Use an ODPS MR node in DataWorks to schedule a MaxCompute MapReduce job and integrate it with other nodes in your data pipeline.
Prerequisites
Before you begin, make sure you have:
-
Uploaded, committed, and deployed the required JAR resources. See Create and use MaxCompute resources
-
Created an ODPS MR node. See Create and manage MaxCompute nodes
Upload, commit, and deploy JAR resources before you write code on the ODPS MR node.
MaxCompute MapReduce API versions
MapReduce is a programming framework for distributed computing that integrates user business logic with built-in MapReduce components to generate a complete distributed computing program, allowing jobs to run concurrently on a Hadoop cluster.
MaxCompute provides two MapReduce API versions:
| API version | Description |
|---|---|
| MaxCompute MapReduce | The native MapReduce API. Runs fast and does not expose the file system. |
| Extended MaxCompute MapReduce (MR2) | An extension of MaxCompute MapReduce that supports complex job scheduling logic. Uses the same implementation as MaxCompute MapReduce. |
For a full comparison, see Overview.
Limits
For limits that apply to MaxCompute MapReduce tasks, see Limits.
WordCount example
This example counts how many times each string appears in a wc_in table and writes the results to a wc_out table.
Step 1: Upload the JAR resource
Upload, commit, and deploy mapreduce-examples.jar as a MaxCompute resource. See Create and use MaxCompute resources.
For the implementation details inside mapreduce-examples.jar, see WordCount example.
Step 2: Write and run the code
Enter the following code on the ODPS MR node and run it.
-- Create an input table.
CREATE TABLE if not exists wc_in (key STRING, value STRING);
-- Create an output table.
CREATE TABLE if not exists wc_out (key STRING, cnt BIGINT);
--- Create a dual table.
drop table if exists dual;
create table dual(id bigint); -- If no dual table exists in the current workspace, create a dual table.

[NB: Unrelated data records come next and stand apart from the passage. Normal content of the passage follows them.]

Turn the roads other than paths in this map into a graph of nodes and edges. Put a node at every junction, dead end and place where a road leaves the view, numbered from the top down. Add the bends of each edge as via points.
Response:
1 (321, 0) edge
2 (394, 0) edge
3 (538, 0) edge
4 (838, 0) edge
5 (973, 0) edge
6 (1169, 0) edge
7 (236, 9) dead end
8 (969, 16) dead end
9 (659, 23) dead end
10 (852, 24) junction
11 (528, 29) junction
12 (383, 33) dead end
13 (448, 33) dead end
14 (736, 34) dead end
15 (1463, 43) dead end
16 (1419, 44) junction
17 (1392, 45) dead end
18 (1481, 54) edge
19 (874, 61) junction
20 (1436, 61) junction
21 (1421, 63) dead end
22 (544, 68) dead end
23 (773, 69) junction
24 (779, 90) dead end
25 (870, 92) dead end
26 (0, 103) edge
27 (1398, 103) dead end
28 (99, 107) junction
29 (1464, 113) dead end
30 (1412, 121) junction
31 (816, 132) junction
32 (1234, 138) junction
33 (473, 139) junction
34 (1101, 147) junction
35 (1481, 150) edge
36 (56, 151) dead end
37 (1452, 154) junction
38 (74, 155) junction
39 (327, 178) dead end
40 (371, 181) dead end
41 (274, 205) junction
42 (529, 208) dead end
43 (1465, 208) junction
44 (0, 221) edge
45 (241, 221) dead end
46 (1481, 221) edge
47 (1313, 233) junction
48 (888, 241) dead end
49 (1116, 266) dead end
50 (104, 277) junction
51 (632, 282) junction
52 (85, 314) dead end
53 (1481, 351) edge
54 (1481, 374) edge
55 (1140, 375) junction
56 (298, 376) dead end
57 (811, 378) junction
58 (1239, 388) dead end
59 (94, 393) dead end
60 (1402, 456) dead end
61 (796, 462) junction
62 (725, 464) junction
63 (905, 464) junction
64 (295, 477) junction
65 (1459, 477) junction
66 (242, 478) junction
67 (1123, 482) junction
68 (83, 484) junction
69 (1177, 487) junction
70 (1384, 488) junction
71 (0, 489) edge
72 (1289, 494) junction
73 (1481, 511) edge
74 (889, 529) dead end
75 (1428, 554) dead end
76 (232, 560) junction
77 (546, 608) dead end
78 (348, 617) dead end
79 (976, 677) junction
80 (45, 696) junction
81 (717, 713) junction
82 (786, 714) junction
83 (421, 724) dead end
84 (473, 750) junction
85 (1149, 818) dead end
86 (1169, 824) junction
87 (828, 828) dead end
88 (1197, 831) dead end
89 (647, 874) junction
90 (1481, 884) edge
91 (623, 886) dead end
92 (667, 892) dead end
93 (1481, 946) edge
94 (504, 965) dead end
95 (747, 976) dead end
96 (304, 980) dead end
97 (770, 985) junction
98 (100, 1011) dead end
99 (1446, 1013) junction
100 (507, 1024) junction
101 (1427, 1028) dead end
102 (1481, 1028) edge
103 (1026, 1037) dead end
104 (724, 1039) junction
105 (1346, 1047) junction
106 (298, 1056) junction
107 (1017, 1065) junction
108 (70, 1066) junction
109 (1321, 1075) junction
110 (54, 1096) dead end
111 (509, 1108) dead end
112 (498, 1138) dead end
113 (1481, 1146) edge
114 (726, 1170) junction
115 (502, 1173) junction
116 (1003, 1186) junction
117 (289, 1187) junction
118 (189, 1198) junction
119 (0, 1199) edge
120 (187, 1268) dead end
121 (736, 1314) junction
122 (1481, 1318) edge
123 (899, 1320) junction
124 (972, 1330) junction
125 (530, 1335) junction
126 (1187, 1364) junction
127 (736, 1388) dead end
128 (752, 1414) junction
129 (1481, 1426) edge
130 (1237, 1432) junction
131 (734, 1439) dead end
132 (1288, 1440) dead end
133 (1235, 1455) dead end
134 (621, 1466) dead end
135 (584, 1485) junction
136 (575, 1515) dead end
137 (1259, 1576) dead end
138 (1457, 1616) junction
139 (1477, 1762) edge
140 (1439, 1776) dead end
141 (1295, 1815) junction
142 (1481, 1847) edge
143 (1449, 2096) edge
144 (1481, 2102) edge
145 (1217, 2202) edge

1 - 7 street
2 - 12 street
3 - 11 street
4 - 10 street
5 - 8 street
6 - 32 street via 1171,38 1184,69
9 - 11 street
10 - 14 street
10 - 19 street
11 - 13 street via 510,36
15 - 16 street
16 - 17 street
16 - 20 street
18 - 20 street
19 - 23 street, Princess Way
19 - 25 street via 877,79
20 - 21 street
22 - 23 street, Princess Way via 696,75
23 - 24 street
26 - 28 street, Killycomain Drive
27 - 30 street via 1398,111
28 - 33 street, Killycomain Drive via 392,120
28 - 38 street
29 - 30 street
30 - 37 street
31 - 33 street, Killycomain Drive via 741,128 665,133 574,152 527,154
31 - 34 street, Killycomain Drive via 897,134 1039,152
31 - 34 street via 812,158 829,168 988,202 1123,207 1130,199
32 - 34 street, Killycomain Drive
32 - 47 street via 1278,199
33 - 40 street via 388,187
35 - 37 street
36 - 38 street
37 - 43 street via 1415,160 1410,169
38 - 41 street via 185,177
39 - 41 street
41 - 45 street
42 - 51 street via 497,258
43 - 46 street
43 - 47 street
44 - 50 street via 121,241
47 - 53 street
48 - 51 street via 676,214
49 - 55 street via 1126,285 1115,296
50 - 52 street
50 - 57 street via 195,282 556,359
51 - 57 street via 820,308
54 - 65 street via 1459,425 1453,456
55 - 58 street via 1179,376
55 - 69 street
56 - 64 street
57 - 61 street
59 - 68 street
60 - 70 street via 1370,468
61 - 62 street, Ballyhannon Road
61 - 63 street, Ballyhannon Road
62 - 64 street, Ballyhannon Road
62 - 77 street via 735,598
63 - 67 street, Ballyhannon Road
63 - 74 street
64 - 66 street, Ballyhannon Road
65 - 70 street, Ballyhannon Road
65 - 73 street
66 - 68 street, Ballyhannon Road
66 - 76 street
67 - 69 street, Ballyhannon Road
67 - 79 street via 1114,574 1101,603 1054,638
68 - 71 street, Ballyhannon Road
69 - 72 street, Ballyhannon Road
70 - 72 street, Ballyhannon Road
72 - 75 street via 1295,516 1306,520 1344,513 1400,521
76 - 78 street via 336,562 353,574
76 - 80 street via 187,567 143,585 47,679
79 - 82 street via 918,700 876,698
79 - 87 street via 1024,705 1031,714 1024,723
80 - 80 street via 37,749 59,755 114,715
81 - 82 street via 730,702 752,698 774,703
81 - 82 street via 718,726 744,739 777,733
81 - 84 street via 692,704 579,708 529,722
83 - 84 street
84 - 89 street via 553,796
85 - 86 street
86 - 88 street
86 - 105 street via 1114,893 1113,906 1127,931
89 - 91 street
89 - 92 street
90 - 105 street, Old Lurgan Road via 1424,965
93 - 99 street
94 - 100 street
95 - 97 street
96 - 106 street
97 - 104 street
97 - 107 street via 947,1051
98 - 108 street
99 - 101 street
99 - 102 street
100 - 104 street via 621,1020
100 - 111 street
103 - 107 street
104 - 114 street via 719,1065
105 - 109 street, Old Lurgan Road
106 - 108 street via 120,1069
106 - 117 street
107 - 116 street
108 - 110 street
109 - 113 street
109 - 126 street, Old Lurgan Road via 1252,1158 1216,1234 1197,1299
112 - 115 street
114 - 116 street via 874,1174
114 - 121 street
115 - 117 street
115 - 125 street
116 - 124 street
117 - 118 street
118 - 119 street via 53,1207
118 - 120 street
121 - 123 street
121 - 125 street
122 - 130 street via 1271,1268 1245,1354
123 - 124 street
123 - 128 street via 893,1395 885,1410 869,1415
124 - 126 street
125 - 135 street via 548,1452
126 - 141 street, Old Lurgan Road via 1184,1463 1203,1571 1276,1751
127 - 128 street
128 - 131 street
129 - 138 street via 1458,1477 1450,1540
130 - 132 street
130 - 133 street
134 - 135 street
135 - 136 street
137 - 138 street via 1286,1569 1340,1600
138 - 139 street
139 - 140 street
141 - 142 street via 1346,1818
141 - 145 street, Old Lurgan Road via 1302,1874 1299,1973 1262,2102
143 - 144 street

--- Initialize the dual table.
insert overwrite table dual select count(*)from dual;
--- Insert the sample data into the wc_in table.
insert overwrite table wc_in select * from (
select 'project','val_pro' from dual
union all
select 'problem','val_pro' from dual
union all
select 'package','val_a' from dual
union all
select 'pad','val_a' from dual
) b;
-- Reference the uploaded JAR resource. To reference the resource, find the JAR resource in the resource list, right-click the JAR resource, and then select Reference Resources.
--@resource_reference{"mapreduce-examples.jar"}
jar -resources mapreduce-examples.jar -classpath ./mapreduce-examples.jar com.aliyun.odps.mapred.open.example.WordCount wc_in wc_out
The jar command runs the WordCount class from mapreduce-examples.jar. It reads from wc_in and writes results to wc_out.
| Parameter | Description |
|---|---|
--@resource_reference{"mapreduce-examples.jar"} |
Added automatically when you right-click the resource name and select Reference Resources. |
-resources mapreduce-examples.jar |
The name of the referenced JAR resource. |
-classpath ./mapreduce-examples.jar |
The path to the JAR resource. Format: ./ followed by the resource name. To reference multiple JARs, separate them with commas: -classpath ./xxxx1.jar,./xxxx2.jar. |
com.aliyun.odps.mapred.open.example.WordCount |
The fully qualified name of the main class to run. |
wc_in |
The input table. |
wc_out |
The output table. |
When the job completes, the result returned is OK.
Step 3: Verify the results
Query the output table using an ODPS SQL node to confirm the results:
select * from wc_out;
Expected output:
+------------+------------+
| key | cnt |
+------------+------------+
| package | 1 |
| pad | 1 |
| problem | 1 |
| project | 1 |
| val_a | 2 |
| val_pro | 2 |
+------------+------------+
Each unique string from wc_in appears as a row in wc_out, with cnt showing how many times it appeared.
More examples
For MapReduce use cases beyond WordCount, see the following topics:
What's next
After developing the node, complete the following steps before going to production:
-
Configure scheduling properties: Set rerun settings and scheduling dependencies so the system runs the task on a schedule. See Overview.
-
Debug the node: Test the code logic to confirm it produces the expected results. See Debugging procedure.
-
Deploy the node: After all development is complete, deploy the node. The system then schedules it automatically based on the configured properties. See Deploy nodes.
For common issues, see FAQ about MaxCompute MapReduce.